_DESCRIPTION OF THE TASK_
Extract each line holding the word "Augrabenstraße" from the entries.

_EXCERPTED DATA_
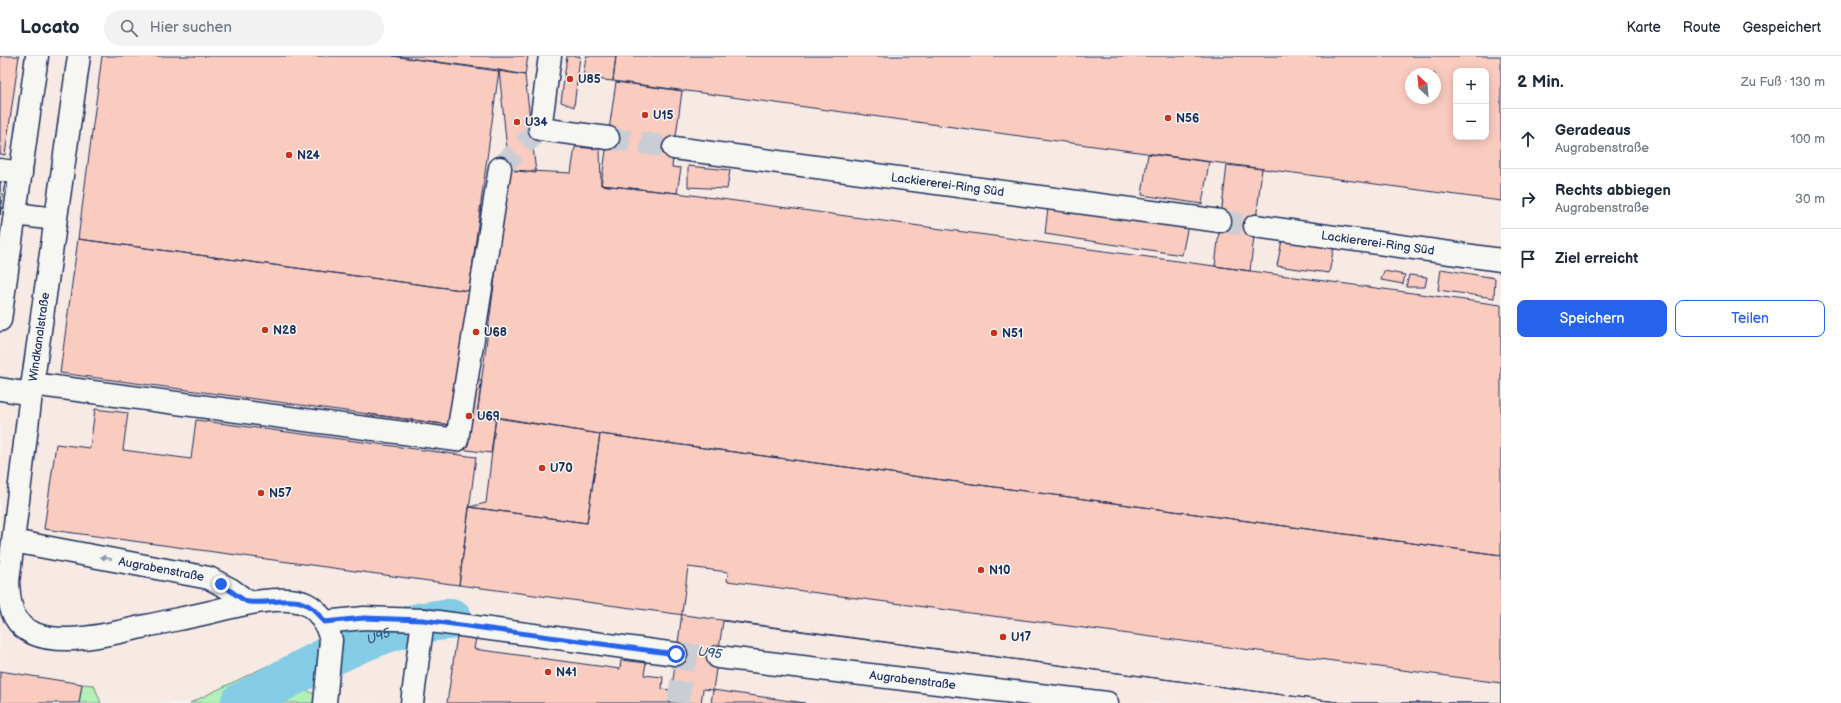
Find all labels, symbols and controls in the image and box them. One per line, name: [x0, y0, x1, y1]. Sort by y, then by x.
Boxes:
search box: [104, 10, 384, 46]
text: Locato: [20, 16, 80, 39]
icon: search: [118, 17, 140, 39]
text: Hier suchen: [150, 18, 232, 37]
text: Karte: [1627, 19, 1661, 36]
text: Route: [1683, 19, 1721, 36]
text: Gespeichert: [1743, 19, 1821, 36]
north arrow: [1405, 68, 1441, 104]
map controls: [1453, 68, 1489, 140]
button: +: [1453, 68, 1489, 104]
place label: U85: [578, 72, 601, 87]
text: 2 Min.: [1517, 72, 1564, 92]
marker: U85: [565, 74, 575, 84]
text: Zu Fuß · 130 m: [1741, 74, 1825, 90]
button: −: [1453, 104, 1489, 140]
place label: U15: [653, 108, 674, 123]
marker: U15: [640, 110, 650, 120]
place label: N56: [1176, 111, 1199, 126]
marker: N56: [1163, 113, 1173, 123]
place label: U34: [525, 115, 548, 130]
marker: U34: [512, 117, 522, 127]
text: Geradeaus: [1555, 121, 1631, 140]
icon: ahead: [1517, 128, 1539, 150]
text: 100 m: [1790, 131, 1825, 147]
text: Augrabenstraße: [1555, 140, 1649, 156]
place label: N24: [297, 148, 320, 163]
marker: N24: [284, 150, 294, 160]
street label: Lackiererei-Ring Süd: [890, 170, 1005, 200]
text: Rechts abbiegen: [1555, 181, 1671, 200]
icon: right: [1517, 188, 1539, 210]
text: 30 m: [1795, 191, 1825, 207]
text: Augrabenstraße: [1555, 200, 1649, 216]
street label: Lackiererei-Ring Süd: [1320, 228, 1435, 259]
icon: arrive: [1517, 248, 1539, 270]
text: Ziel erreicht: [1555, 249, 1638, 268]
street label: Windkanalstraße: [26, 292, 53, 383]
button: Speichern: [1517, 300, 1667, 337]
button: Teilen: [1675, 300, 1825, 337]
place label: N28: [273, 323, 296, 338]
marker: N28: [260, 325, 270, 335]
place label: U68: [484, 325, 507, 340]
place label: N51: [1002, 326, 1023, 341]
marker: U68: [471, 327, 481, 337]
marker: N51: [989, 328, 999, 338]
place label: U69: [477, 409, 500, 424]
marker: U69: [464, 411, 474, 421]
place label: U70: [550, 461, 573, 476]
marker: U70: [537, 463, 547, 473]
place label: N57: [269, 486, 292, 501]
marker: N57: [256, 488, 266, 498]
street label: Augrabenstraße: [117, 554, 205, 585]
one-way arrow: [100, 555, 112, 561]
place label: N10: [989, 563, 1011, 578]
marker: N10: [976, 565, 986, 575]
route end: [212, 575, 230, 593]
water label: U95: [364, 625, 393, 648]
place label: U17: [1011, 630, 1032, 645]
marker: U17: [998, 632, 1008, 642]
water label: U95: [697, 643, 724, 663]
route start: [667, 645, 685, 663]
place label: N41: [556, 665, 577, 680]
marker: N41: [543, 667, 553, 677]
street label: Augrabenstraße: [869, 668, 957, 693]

_RESULT BELOW_
text: Augrabenstraße: [1555, 140, 1649, 156]
text: Augrabenstraße: [1555, 200, 1649, 216]
street label: Augrabenstraße: [117, 554, 205, 585]
street label: Augrabenstraße: [869, 668, 957, 693]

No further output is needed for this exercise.